I stopped and turned to him.
“I sound so what?” I asked.
“Young,” he said.
I turned back to the path ahead.
“Well, I guess I am,” I answered.
Jade followed us as we picked our way over the jagged boulders. Night was coming fast. The sun, just visible on the horizon, was slipping quickly beneath the edge, and deep blue shadows enveloped the valley and mountain crevices. Soon we would have no light to travel by.
“Let’s find somewhere to stay tonight,” I said. I tripped over a large stone I hadn’t seen and nearly crashed down to the ground, jolting Almara’s arm as I righted myself. Maybe I was tired, too, and just didn’t realize it. “The sooner the better.”
Jade stayed back and studied the area. Perhaps it was her talent with rocks that found our respite in the end.
“There,” she said, pointing to a dark outcropping of rocks a hundred yards above us. It was hard to see from here, how deep the cave was cut into the rock, but at least we would be assured of a roof over our heads.
We began climbing towards the mouth of the cave. Almara went right in front of me, and I outstretched my arms around his sides to guide him. Together, the three of us huffed our way up the side of our last incline of the day.

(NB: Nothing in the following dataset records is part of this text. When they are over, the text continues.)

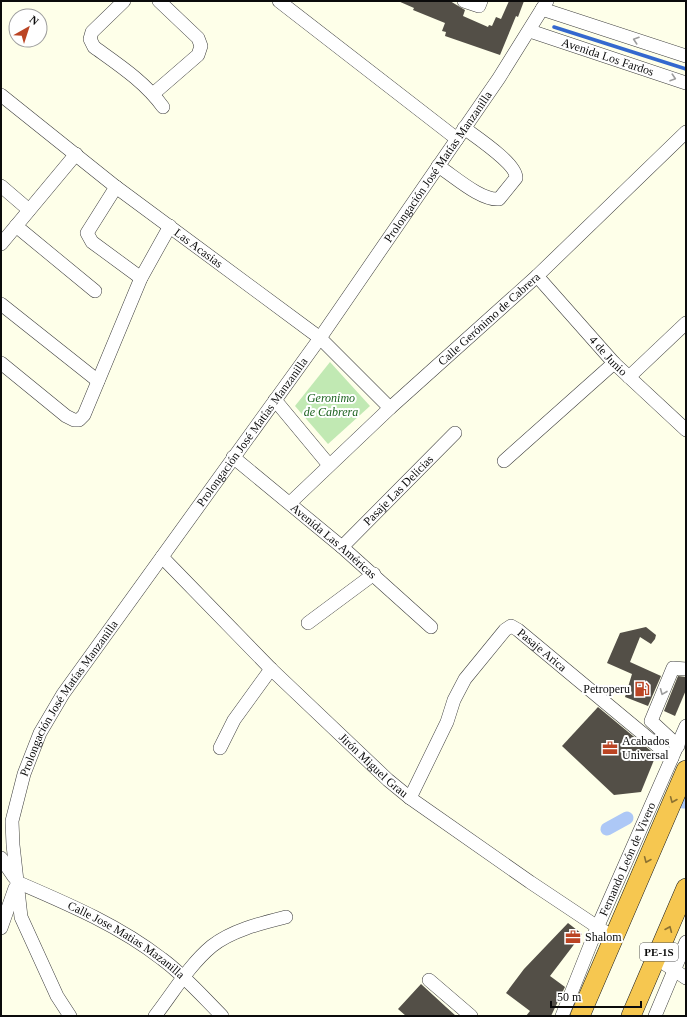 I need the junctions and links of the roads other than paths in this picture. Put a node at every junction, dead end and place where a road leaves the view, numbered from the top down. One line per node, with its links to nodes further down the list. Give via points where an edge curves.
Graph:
1 (124, 1): 10 (street, via 92,32 90,39 94,47 140,81)
2 (159, 1): 10 (street, via 198,38 201,46 198,55)
3 (279, 1): 15 (street)
4 (464, 1): 5 (street, via 479,6)
5 (481, 1)
6 (544, 5): 7 (street, Prolongación José Matías Manzanilla); 8 (street, Avenida Los Fardos, one-way to 6)
7 (530, 31): 9 (street, Avenida Los Fardos, one-way to 9); 13 (street, Prolongación José Matías Manzanilla)
8 (686, 56)
9 (686, 83)
10 (153, 94): 12 (street)
11 (1, 95): 16 (street, Las Acasias)
12 (163, 107)
13 (464, 128): 15 (street, Prolongación José Matías Manzanilla); 17 (street, via 511,165 516,178 499,199 494,199 482,196)
14 (686, 132): 24 (street, Calle Gerónimo de Cabrera)
15 (457, 139): 17 (street, Prolongación José Matías Manzanilla)
16 (76, 154): 19 (street, Las Acasias); 20 (street)
17 (438, 166): 29 (street, Prolongación José Matías Manzanilla)
18 (1, 186): 20 (street)
19 (116, 187): 22 (street, Las Acasias); 25 (street, via 87,233 92,242)
20 (29, 210): 21 (street)
21 (16, 226): 23 (street); 26 (street)
22 (170, 226): 25 (street); 29 (street, Las Acasias)
23 (1, 244)
24 (537, 276): 31 (street, 4 de Junio); 35 (street, Calle Gerónimo de Cabrera)
25 (141, 278): 33 (street)
26 (95, 291)
27 (1, 304): 33 (street)
28 (686, 323): 32 (street)
29 (320, 338): 34 (street, Prolongación José Matías Manzanilla); 35 (street, Las Acasias)
30 (1, 363): 33 (street, via 74,420 79,420 84,415)
31 (614, 363): 32 (street, 4 de Junio); 39 (street)
32 (629, 377): 36 (street, 4 de Junio)
33 (98, 381)
34 (275, 400): 38 (street, Prolongación José Matías Manzanilla); 40 (street)
35 (390, 408): 40 (street, Calle Gerónimo de Cabrera)
36 (686, 430)
37 (455, 433): 42 (street, Pasaje Las Delicias)
38 (233, 457): 41 (street, Avenida Las Américas); 43 (street, Prolongación José Matías Manzanilla)
39 (504, 461)
40 (329, 465): 41 (street, Calle Gerónimo de Cabrera)
41 (290, 503): 42 (street, Avenida Las Américas)
42 (342, 547): 44 (street, Avenida Las Américas)
43 (162, 557): 47 (street, Jirón Miguel Grau); 54 (street, Prolongación José Matías Manzanilla, via 63,694 34,746 12,821)
44 (374, 574): 45 (street); 46 (street, Avenida Las Américas)
45 (308, 623)
46 (432, 627)
47 (271, 669): 50 (street, via 234,720); 52 (street, Jirón Miguel Grau)
48 (686, 669): 51 (street, one-way to 51, via 673,668 651,721)
49 (686, 726): 51 (street, Fernando León de Vivero)
50 (220, 748)
51 (680, 762): 52 (street, Pasaje Arica, via 511,626 465,678); 58 (street, Fernando León de Vivero); 59 (highway, one-way to 59, via 663,824)
52 (410, 798): 58 (street, Jirón Miguel Grau)
53 (1, 858): 54 (street)
54 (17, 882): 57 (street); 63 (street, Calle Jose Matias Mazanilla, via 116,928 164,960); 66 (street, Prolongación José Matías Manzanilla, via 21,918 57,996)
55 (686, 888): 61 (highway, PE-1S, one-way to 55)
56 (286, 917): 63 (street, via 228,936 212,946)
57 (1, 928)
58 (597, 928): 59 (street, Jirón Miguel Grau); 70 (street, Fernando León de Vivero)
59 (614, 938): 71 (highway)
60 (686, 942): 62 (street)
61 (656, 958): 62 (street); 72 (highway, PE-1S)
62 (674, 970): 64 (street); 73 (street)
63 (183, 978): 67 (street); 68 (street, Calle Jose Matias Mazanilla)
64 (686, 978)
65 (429, 980): 69 (street)
66 (70, 1016)
67 (155, 1016)
68 (222, 1016)
69 (471, 1016)
70 (562, 1016)
71 (580, 1016)
72 (631, 1016)
73 (655, 1016) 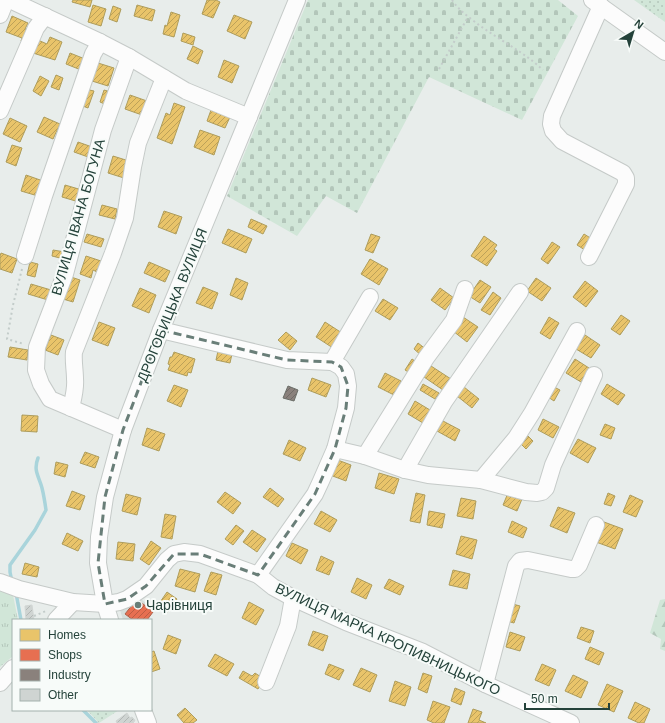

When we reached the top, all of us collapsed onto the flat platform. I, for one, was grateful that the old man hadn’t come crashing down on top of me, not to mention that I hadn’t lost my own grip.
I got to my feet and, grabbing Almara’s arm, pulled him up next to me.
Together we inched our way into the dark cave. The opening stretched ten feet across and a foot above my head. Crouching to avoid low-hanging rocks, I soon saw that it curved off to one side. When I turned the corner I was greeted, thankfully, by a dead end. I let out my breath in a long, low sigh of relief.